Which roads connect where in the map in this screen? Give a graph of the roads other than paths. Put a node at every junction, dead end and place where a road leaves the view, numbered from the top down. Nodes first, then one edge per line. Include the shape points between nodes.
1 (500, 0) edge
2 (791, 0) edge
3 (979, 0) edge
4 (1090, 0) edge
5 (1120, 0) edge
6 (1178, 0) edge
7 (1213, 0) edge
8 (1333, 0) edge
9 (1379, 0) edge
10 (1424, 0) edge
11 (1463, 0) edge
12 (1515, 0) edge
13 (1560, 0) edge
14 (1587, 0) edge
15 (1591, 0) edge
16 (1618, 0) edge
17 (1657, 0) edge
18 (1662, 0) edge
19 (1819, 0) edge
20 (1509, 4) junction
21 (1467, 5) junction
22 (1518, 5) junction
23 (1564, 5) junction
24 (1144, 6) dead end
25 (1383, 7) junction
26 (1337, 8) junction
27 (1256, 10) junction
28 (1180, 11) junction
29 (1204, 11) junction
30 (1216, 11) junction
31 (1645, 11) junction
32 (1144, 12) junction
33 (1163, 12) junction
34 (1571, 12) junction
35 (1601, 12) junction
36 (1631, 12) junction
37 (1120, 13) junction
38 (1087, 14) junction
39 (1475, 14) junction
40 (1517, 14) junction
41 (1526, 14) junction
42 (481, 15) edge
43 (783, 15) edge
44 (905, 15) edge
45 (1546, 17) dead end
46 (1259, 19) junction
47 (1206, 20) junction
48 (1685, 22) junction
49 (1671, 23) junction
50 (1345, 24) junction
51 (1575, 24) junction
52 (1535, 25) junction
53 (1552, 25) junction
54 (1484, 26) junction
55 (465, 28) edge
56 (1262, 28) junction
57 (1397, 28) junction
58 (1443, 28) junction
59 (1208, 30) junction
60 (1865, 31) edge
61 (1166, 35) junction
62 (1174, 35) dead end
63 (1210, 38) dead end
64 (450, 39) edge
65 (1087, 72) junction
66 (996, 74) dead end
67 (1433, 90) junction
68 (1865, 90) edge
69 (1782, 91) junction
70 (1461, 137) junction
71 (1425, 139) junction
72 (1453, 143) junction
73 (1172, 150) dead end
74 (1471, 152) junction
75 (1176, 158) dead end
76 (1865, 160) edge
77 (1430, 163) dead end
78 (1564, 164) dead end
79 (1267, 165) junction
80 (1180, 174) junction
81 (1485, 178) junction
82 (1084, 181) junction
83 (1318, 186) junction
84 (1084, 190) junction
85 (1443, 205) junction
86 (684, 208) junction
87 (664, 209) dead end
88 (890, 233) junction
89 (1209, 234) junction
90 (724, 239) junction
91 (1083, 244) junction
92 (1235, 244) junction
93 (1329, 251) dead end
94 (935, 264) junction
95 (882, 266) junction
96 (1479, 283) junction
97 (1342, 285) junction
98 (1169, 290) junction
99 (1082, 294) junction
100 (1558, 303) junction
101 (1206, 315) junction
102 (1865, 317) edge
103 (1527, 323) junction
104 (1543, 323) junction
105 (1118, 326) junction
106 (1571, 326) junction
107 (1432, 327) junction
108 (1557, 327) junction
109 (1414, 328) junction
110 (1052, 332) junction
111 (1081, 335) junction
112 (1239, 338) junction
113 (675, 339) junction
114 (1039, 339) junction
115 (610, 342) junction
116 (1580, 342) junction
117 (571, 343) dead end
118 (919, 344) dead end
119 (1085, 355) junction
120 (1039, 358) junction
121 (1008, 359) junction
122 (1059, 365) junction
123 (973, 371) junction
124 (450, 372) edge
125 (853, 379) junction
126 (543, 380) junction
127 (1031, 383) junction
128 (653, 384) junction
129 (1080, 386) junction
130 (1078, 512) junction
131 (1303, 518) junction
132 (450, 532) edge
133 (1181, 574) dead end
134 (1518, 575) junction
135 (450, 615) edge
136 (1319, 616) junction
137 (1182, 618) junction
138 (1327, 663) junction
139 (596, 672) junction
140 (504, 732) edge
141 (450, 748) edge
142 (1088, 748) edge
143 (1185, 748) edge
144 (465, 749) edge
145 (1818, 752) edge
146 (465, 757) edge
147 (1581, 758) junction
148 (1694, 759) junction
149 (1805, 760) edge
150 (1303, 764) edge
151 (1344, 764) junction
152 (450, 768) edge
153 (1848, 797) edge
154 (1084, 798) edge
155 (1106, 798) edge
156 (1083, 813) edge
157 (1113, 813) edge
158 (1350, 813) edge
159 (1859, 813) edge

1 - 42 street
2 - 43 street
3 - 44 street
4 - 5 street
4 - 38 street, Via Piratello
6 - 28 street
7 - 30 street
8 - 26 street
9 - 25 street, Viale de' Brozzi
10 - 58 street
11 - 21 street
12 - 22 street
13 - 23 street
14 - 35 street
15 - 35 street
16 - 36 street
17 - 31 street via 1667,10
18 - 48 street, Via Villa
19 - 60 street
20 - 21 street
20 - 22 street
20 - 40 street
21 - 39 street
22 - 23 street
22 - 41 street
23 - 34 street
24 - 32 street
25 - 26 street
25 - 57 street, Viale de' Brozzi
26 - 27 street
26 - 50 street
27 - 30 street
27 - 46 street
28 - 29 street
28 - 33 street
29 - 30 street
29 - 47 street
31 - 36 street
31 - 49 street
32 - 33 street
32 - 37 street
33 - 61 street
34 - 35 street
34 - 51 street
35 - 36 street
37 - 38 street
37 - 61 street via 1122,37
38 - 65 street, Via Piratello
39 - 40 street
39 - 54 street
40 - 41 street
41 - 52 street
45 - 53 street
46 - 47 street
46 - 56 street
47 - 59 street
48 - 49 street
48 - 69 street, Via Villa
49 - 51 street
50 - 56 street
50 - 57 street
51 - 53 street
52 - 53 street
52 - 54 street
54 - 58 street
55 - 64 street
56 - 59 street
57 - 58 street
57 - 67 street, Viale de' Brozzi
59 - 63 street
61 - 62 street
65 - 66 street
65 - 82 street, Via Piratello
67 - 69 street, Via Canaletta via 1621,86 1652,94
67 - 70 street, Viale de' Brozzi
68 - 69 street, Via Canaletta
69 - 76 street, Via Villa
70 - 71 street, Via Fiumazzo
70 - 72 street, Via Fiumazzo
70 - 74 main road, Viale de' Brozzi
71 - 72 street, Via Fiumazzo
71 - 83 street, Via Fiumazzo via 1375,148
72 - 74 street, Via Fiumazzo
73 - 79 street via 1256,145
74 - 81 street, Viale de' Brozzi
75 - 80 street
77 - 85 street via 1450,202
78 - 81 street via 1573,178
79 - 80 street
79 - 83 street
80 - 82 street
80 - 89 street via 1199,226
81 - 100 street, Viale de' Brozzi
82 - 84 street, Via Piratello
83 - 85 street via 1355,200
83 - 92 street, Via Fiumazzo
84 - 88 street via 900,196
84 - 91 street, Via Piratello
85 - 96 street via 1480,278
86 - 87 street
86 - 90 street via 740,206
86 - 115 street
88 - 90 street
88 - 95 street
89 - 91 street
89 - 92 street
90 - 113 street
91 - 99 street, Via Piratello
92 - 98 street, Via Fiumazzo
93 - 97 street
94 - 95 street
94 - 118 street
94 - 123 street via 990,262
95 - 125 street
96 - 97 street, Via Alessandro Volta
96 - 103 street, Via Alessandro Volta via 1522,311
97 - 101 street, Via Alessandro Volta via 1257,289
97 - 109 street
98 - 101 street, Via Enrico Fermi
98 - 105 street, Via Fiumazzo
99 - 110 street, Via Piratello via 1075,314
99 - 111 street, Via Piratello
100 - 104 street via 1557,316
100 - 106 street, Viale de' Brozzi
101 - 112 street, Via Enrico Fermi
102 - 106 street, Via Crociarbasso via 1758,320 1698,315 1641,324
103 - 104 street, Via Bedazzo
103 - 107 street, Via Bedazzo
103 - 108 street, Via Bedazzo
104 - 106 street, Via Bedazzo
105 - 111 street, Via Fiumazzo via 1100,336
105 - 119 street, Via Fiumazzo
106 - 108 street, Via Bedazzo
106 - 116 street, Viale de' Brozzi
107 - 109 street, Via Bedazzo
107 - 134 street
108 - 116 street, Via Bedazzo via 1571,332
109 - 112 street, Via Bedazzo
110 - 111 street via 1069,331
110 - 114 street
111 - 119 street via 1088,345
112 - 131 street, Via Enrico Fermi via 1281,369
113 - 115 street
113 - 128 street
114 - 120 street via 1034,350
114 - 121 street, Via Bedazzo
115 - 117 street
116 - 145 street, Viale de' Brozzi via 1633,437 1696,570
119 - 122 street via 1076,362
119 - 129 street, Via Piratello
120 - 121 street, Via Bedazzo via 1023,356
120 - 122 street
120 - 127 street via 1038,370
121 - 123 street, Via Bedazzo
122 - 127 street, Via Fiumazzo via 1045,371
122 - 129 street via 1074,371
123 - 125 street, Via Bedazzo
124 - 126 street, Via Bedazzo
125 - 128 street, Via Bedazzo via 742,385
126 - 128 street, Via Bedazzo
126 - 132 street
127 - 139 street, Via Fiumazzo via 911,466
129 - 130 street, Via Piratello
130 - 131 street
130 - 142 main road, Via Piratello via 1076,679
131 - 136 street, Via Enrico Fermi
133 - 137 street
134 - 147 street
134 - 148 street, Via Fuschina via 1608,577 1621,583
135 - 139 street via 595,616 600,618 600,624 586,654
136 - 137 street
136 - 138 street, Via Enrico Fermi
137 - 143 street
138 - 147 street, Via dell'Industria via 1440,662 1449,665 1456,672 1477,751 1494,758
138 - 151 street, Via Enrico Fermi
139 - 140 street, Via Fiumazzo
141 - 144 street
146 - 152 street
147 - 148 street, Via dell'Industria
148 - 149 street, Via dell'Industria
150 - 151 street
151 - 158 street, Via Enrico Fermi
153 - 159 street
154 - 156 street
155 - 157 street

++++++++

> **PROMPT**
Where the string "dell" turns up in a line of the data above, copy that whole line.

> **EXERCISE RESPONSE**
138 - 147 street, Via dell'Industria via 1440,662 1449,665 1456,672 1477,751 1494,758
147 - 148 street, Via dell'Industria
148 - 149 street, Via dell'Industria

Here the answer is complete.